Até a terça-feira (30), o Movimento Brasil Livre (MBL) era o principal organizador, o que vinha afastando o interesse de apoiadores do ex-presidente Jair Bolsonaro (PL-RJ) de ir às ruas. Na terça, o MBL anunciou que não vai mais participar da manifestação porque ela "tem sido sabotada por algumas alas do bolsonarismo" e porque se sente desprezado por Deltan.

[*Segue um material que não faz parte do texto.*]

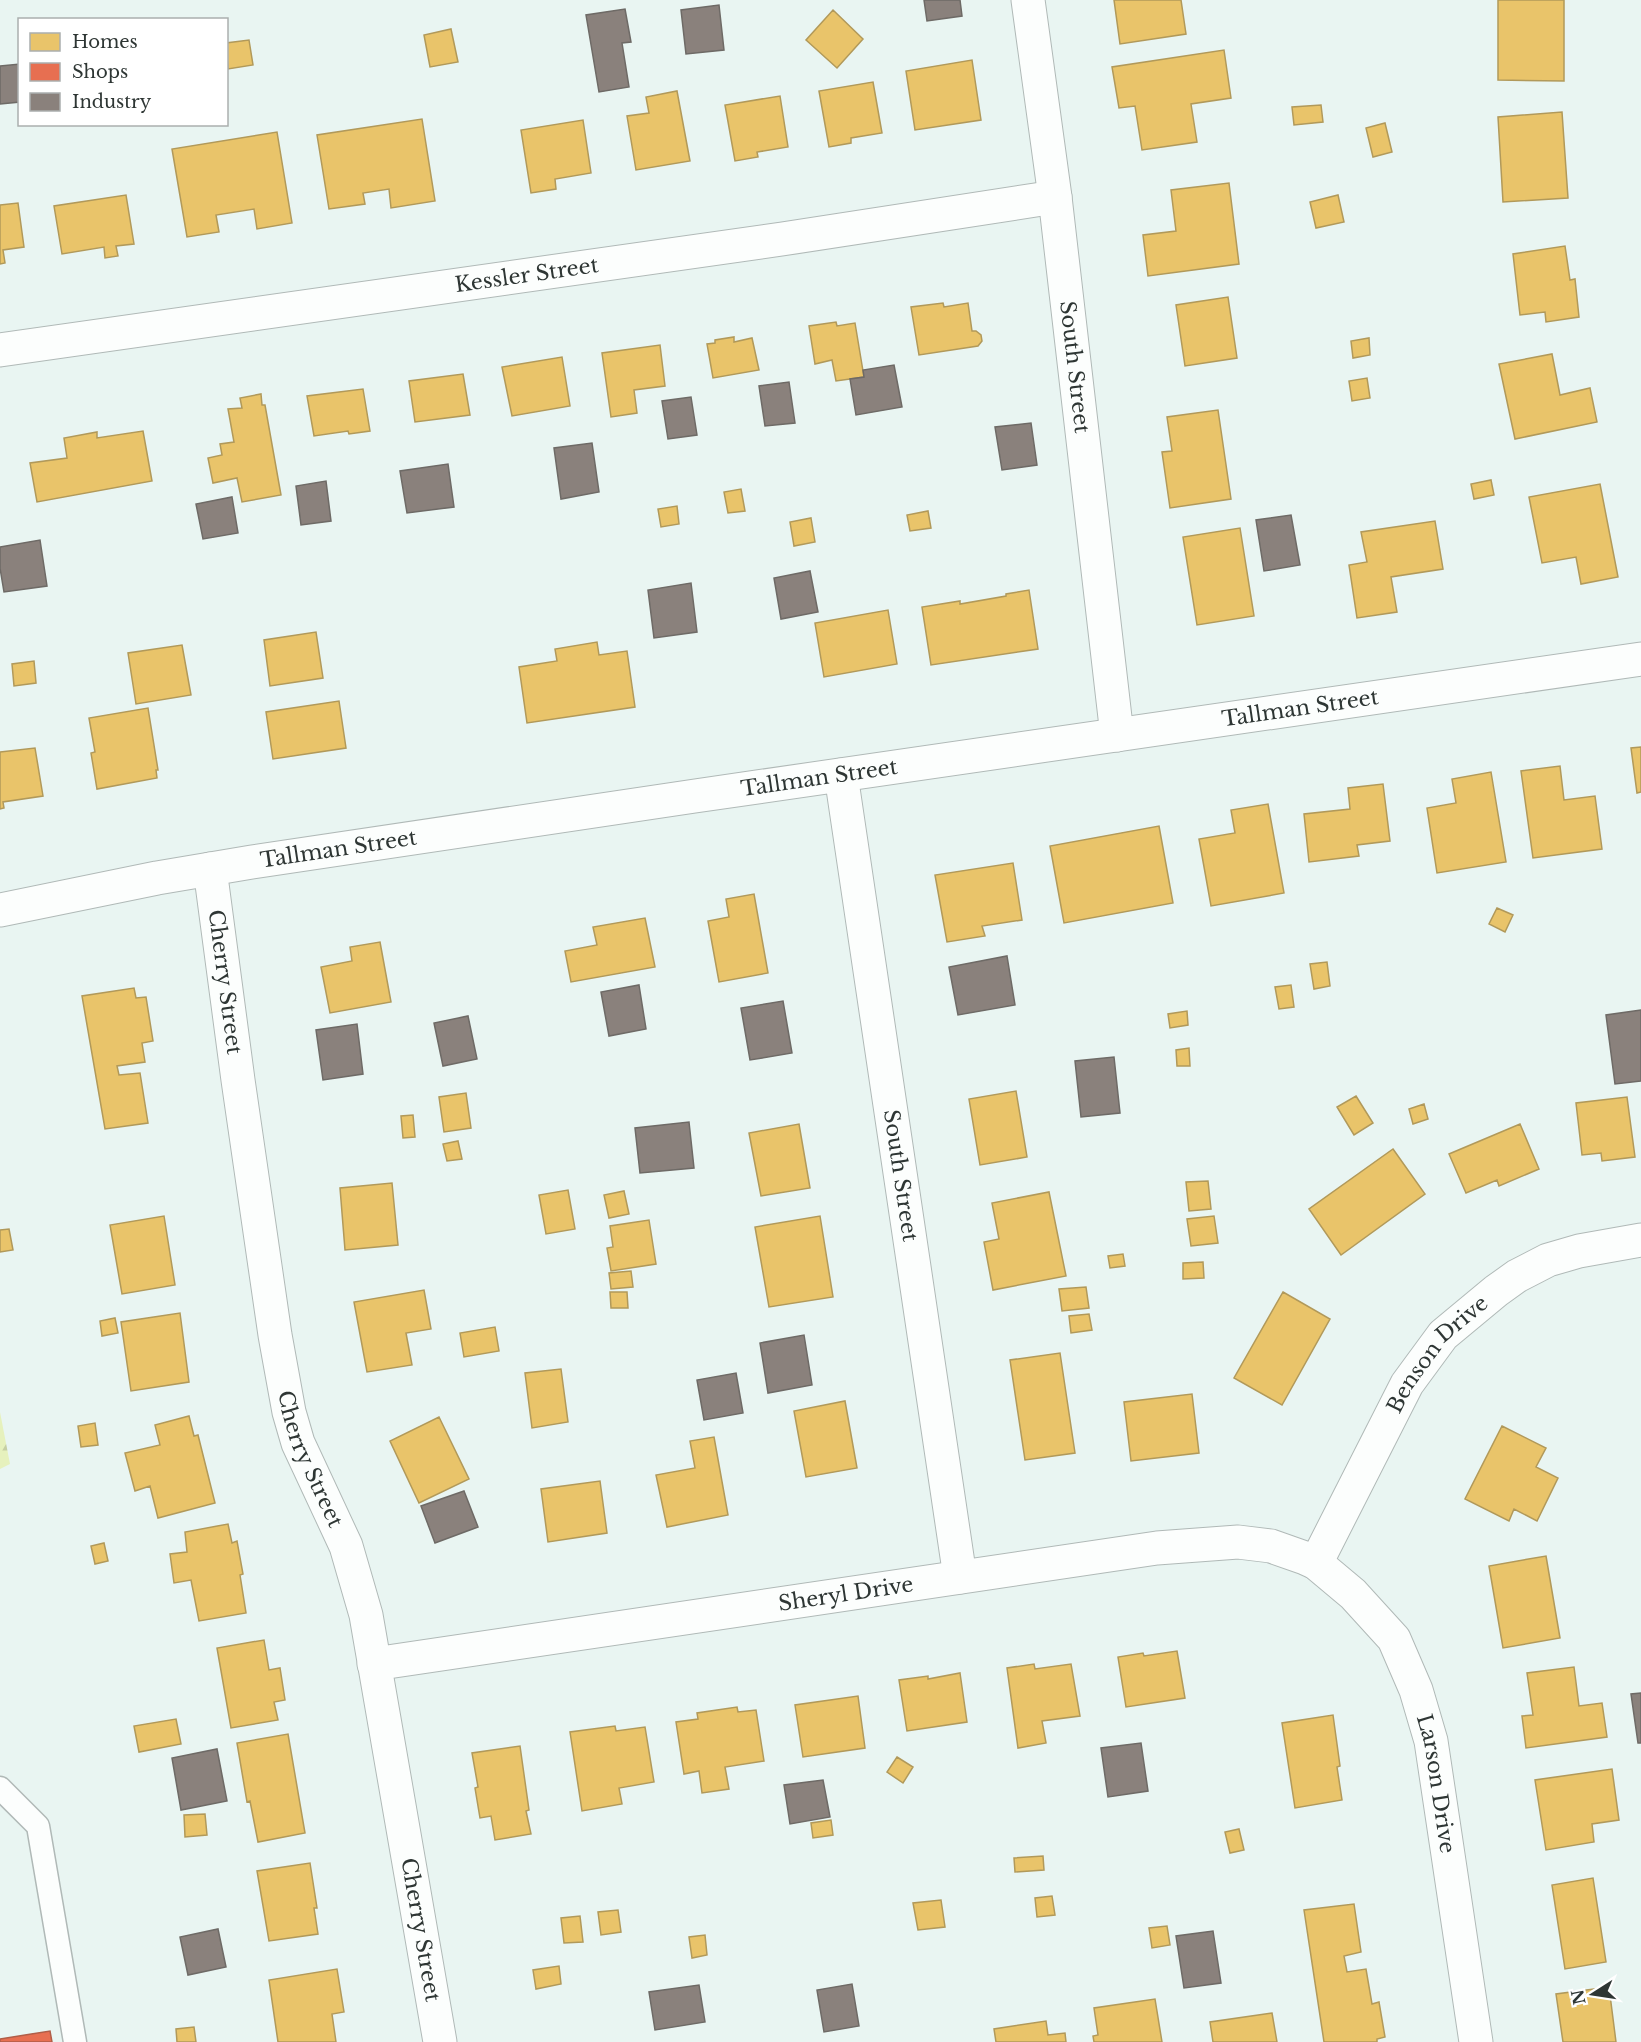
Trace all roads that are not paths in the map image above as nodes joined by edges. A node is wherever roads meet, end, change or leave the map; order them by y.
1 (1028, 0) edge
2 (1055, 197) junction
3 (0, 350) edge
4 (1641, 659) edge
5 (1117, 735) junction
6 (841, 775) junction
7 (210, 869) junction
8 (0, 910) edge
9 (1641, 1240) edge
10 (1316, 1563) junction
11 (960, 1577) junction
12 (374, 1664) junction
13 (0, 1788) edge
14 (75, 2042) edge
15 (440, 2042) edge
16 (1476, 2042) edge

1 - 2 street, South Street
2 - 3 street, Kessler Street
2 - 5 street, South Street
4 - 5 street, Tallman Street
5 - 6 street, Tallman Street
6 - 7 street, Tallman Street
6 - 11 street, South Street
7 - 8 street, Tallman Street
7 - 12 street, Cherry Street
9 - 10 street, Benson Drive
10 - 11 street, Sheryl Drive
10 - 16 street, Larson Drive
11 - 12 street, Sheryl Drive
12 - 15 street, Cherry Street
13 - 14 lane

"Nossa militância foi convocada para adesivaços e atos com faixas; nossas lideranças estavam se organizando em todas as cidades onde teriam os atos. Tudo isso fizemos sob ataques dos bolsonaristas e com pouca solidariedade de outros agentes. Mesmo da parte do próprio Deltan, temos visto o seu esforço de se dissociar e se distanciar do MBL", justificou o grupo em um comunicado.

Ex-integrante e atual oponente do MBL, o vereador de São Paulo Fernando Holiday (Republicanos), que apoia as pautas defendidas, mas é contra a participação nos protestos do 4/6, disse via Twitter que o grupo "arregou porque teve que engolir a verdade irrevogável: goste ou não, Bolsonaro é a maior liderança de direita do país". Antes da desistência do MBL, Holiday havia postado: "Se for para voltar às ruas, que não seja pelas mãos dessa gente!".

Sem o MBL, o principal mobilizador do evento é, agora, o movimento Vem Pra Rua – que, assim como o MBL, foi um dos principais aliados de Bolsonaro até 2019, mas antagonizou com o ex-presidente e seus apoiadores nos anos seguintes.

Nos últimos dias, o Vem Pra Rua tem apelado ao discurso da necessidade de união. "Do lado de lá estão todos unidos", diz um cartaz de convocação às manifestações. "Enquanto não unirmos o Brasil contra os abusos e o desgoverno, acumularemos derrotas até o ponto em que será irreversível", afirmou o grupo em uma postagem no Twitter. "União é nosso principal desafio enquanto direita brasileira, mas é também nossa única chance de reequilibrar o jogo político do Brasil", disse em outra.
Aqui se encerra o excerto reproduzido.